Throughout his career, saxophonist Jacques Schwarz-Bart has made music sparked by his interest in various cultures, as evidenced by his Africa-inspired Gwoka Jazz Project; his voodoo-centric Jazz Racine Haiti
album; and the Creole Spirits Project, a celebration of Haitian and Cuban mysticism. Hazzan
, which draws from Jewish liturgical music — and his own ethnic background — may be his most ambitious undertaking yet. But fears that Schwarz-Bart, who sidelines as an associate professor at the Berklee College of Music, might turn Hazzan
(the term references a cantor) into an academic exercise are dispelled in the recording’s initial 10 seconds and all those that follow.

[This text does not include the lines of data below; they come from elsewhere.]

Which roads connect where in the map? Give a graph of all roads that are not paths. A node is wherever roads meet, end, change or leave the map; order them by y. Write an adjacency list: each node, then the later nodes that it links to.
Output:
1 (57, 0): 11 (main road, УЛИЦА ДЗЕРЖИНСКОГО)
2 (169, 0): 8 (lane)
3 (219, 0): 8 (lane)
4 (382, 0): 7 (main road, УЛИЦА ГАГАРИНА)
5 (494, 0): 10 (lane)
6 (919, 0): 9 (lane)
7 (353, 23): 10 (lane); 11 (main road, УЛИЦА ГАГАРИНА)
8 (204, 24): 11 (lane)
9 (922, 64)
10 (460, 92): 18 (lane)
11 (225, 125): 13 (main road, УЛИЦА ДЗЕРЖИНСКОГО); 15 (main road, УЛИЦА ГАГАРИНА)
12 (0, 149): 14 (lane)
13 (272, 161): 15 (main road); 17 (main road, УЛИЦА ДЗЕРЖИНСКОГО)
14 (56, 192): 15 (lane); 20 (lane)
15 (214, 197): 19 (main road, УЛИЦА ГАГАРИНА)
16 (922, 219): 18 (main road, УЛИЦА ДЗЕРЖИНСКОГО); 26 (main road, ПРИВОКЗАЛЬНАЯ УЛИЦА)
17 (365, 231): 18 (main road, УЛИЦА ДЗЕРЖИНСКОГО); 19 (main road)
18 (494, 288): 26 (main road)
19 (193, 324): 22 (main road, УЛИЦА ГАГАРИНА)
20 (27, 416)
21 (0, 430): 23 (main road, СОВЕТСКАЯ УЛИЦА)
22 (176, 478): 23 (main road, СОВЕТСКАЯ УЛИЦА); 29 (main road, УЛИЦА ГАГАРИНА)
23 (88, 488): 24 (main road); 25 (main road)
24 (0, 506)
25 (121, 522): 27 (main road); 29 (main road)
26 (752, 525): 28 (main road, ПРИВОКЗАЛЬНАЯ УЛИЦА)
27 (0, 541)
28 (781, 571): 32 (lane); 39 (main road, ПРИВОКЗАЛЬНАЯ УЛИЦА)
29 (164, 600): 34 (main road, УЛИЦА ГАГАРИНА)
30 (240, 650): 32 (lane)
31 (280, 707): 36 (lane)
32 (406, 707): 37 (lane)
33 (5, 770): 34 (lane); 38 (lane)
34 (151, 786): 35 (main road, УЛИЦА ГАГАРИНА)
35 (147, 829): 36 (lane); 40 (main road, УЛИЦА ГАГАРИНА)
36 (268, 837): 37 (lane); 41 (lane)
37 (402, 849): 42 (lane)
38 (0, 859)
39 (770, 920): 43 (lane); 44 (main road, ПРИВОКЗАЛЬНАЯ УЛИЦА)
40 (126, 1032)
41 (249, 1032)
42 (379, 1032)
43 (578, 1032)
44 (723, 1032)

That first track, “Shabbat Menuka Hi,” is traditional, like nearly all the selections, but Schwarz-Bart’s interpretation sounds thoroughly contemporary. The proceedings begin with a sprightly pattern from bassist Stéphane Kerecki, the sharp crack of Arnaud Dolmen’s drums and a groove courtesy of pianist Grégory Privat that creates a foundation for ecstatic exhortations by vocalist David Linx. Only then does Schwarz-Bart enter, echoing Linx’s line before exploring the soundscape on his own, his extended wails directed toward a higher power.
Subsequent numbers use this template to place ancient works in a modern context. On “Mi Shebeirach,” a prayer for healing, Schwarz-Bart transforms the reverent melody by way of fluid extrapolations that allow it to breathe. “Oseh Shalom” is moody, dark and sinuous; “Daienu” swings hard without losing focus; and “Avinu Malkenu” begins with Schwarz-Bart alone and impassioned before evolving into a ballad of breathtaking delicacy.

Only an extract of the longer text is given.